[Data records]

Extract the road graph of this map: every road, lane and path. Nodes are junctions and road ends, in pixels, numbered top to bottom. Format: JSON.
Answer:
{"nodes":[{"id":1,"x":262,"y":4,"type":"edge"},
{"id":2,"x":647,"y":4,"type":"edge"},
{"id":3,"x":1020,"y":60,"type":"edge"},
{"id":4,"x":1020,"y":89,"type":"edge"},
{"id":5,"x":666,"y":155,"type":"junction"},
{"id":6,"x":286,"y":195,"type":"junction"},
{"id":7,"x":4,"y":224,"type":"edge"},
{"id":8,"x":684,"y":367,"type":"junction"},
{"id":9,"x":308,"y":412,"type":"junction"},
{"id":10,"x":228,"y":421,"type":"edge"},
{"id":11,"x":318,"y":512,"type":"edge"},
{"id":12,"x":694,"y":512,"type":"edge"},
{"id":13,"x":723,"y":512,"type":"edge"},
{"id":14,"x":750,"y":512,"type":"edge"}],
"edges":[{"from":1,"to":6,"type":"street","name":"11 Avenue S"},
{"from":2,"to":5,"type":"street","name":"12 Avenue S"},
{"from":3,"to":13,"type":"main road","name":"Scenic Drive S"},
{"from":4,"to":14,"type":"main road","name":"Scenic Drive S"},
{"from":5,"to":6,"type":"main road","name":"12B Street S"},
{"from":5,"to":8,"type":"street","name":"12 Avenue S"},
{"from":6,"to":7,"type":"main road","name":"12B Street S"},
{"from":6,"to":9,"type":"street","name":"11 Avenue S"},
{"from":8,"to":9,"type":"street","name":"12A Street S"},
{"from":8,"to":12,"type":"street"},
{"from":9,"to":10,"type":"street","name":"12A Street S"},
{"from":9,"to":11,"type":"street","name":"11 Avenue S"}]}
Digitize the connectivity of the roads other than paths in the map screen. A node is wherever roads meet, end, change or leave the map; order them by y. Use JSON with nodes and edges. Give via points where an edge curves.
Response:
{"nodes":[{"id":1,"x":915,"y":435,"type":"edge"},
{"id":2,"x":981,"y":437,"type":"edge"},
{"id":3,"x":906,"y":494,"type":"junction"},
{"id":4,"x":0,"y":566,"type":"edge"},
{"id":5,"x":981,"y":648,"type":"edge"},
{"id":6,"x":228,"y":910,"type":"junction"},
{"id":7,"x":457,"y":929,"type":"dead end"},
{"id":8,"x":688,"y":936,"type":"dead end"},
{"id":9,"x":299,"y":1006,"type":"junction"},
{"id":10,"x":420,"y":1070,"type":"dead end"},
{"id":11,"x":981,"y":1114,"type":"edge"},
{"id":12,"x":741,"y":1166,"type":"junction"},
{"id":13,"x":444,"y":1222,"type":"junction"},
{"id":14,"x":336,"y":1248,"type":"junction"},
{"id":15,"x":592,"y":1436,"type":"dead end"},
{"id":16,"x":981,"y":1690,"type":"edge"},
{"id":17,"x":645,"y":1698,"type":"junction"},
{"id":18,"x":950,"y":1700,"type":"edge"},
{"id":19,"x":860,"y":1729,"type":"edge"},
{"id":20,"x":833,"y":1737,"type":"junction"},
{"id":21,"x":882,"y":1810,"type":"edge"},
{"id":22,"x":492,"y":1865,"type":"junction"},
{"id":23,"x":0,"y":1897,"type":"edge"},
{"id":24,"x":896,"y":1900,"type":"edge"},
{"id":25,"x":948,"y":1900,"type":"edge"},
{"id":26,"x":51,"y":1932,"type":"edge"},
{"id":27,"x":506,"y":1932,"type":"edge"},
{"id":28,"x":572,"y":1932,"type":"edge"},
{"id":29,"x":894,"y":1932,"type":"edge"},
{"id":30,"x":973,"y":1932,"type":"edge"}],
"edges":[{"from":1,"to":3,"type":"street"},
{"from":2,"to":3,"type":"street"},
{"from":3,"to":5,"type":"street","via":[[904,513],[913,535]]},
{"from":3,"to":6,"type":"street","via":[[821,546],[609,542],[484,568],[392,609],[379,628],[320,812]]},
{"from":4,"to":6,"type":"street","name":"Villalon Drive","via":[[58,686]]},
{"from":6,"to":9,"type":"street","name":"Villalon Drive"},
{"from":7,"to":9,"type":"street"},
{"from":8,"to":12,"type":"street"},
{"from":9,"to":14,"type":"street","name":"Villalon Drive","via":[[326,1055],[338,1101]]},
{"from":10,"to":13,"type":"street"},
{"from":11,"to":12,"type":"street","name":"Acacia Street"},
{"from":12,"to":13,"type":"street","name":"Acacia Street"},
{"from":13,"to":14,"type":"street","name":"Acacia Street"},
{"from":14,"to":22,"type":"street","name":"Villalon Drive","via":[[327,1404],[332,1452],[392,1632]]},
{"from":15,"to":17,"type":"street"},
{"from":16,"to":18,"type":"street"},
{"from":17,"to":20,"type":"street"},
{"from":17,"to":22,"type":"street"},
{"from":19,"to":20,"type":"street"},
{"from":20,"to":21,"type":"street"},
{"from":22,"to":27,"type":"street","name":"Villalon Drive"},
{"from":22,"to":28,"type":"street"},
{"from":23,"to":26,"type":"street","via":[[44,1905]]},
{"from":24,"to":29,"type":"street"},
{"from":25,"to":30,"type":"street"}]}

Your instructions:
Line by line, reproduce the records above exactly.

Answer section:
Extract the road graph of this map: every road, lane and path. Nodes are junctions and road ends, in pixels, numbered top to bottom. Format: JSON.
Answer:
{"nodes":[{"id":1,"x":262,"y":4,"type":"edge"},
{"id":2,"x":647,"y":4,"type":"edge"},
{"id":3,"x":1020,"y":60,"type":"edge"},
{"id":4,"x":1020,"y":89,"type":"edge"},
{"id":5,"x":666,"y":155,"type":"junction"},
{"id":6,"x":286,"y":195,"type":"junction"},
{"id":7,"x":4,"y":224,"type":"edge"},
{"id":8,"x":684,"y":367,"type":"junction"},
{"id":9,"x":308,"y":412,"type":"junction"},
{"id":10,"x":228,"y":421,"type":"edge"},
{"id":11,"x":318,"y":512,"type":"edge"},
{"id":12,"x":694,"y":512,"type":"edge"},
{"id":13,"x":723,"y":512,"type":"edge"},
{"id":14,"x":750,"y":512,"type":"edge"}],
"edges":[{"from":1,"to":6,"type":"street","name":"11 Avenue S"},
{"from":2,"to":5,"type":"street","name":"12 Avenue S"},
{"from":3,"to":13,"type":"main road","name":"Scenic Drive S"},
{"from":4,"to":14,"type":"main road","name":"Scenic Drive S"},
{"from":5,"to":6,"type":"main road","name":"12B Street S"},
{"from":5,"to":8,"type":"street","name":"12 Avenue S"},
{"from":6,"to":7,"type":"main road","name":"12B Street S"},
{"from":6,"to":9,"type":"street","name":"11 Avenue S"},
{"from":8,"to":9,"type":"street","name":"12A Street S"},
{"from":8,"to":12,"type":"street"},
{"from":9,"to":10,"type":"street","name":"12A Street S"},
{"from":9,"to":11,"type":"street","name":"11 Avenue S"}]}
Digitize the connectivity of the roads other than paths in the map screen. A node is wherever roads meet, end, change or leave the map; order them by y. Use JSON with nodes and edges. Give via points where an edge curves.
Response:
{"nodes":[{"id":1,"x":915,"y":435,"type":"edge"},
{"id":2,"x":981,"y":437,"type":"edge"},
{"id":3,"x":906,"y":494,"type":"junction"},
{"id":4,"x":0,"y":566,"type":"edge"},
{"id":5,"x":981,"y":648,"type":"edge"},
{"id":6,"x":228,"y":910,"type":"junction"},
{"id":7,"x":457,"y":929,"type":"dead end"},
{"id":8,"x":688,"y":936,"type":"dead end"},
{"id":9,"x":299,"y":1006,"type":"junction"},
{"id":10,"x":420,"y":1070,"type":"dead end"},
{"id":11,"x":981,"y":1114,"type":"edge"},
{"id":12,"x":741,"y":1166,"type":"junction"},
{"id":13,"x":444,"y":1222,"type":"junction"},
{"id":14,"x":336,"y":1248,"type":"junction"},
{"id":15,"x":592,"y":1436,"type":"dead end"},
{"id":16,"x":981,"y":1690,"type":"edge"},
{"id":17,"x":645,"y":1698,"type":"junction"},
{"id":18,"x":950,"y":1700,"type":"edge"},
{"id":19,"x":860,"y":1729,"type":"edge"},
{"id":20,"x":833,"y":1737,"type":"junction"},
{"id":21,"x":882,"y":1810,"type":"edge"},
{"id":22,"x":492,"y":1865,"type":"junction"},
{"id":23,"x":0,"y":1897,"type":"edge"},
{"id":24,"x":896,"y":1900,"type":"edge"},
{"id":25,"x":948,"y":1900,"type":"edge"},
{"id":26,"x":51,"y":1932,"type":"edge"},
{"id":27,"x":506,"y":1932,"type":"edge"},
{"id":28,"x":572,"y":1932,"type":"edge"},
{"id":29,"x":894,"y":1932,"type":"edge"},
{"id":30,"x":973,"y":1932,"type":"edge"}],
"edges":[{"from":1,"to":3,"type":"street"},
{"from":2,"to":3,"type":"street"},
{"from":3,"to":5,"type":"street","via":[[904,513],[913,535]]},
{"from":3,"to":6,"type":"street","via":[[821,546],[609,542],[484,568],[392,609],[379,628],[320,812]]},
{"from":4,"to":6,"type":"street","name":"Villalon Drive","via":[[58,686]]},
{"from":6,"to":9,"type":"street","name":"Villalon Drive"},
{"from":7,"to":9,"type":"street"},
{"from":8,"to":12,"type":"street"},
{"from":9,"to":14,"type":"street","name":"Villalon Drive","via":[[326,1055],[338,1101]]},
{"from":10,"to":13,"type":"street"},
{"from":11,"to":12,"type":"street","name":"Acacia Street"},
{"from":12,"to":13,"type":"street","name":"Acacia Street"},
{"from":13,"to":14,"type":"street","name":"Acacia Street"},
{"from":14,"to":22,"type":"street","name":"Villalon Drive","via":[[327,1404],[332,1452],[392,1632]]},
{"from":15,"to":17,"type":"street"},
{"from":16,"to":18,"type":"street"},
{"from":17,"to":20,"type":"street"},
{"from":17,"to":22,"type":"street"},
{"from":19,"to":20,"type":"street"},
{"from":20,"to":21,"type":"street"},
{"from":22,"to":27,"type":"street","name":"Villalon Drive"},
{"from":22,"to":28,"type":"street"},
{"from":23,"to":26,"type":"street","via":[[44,1905]]},
{"from":24,"to":29,"type":"street"},
{"from":25,"to":30,"type":"street"}]}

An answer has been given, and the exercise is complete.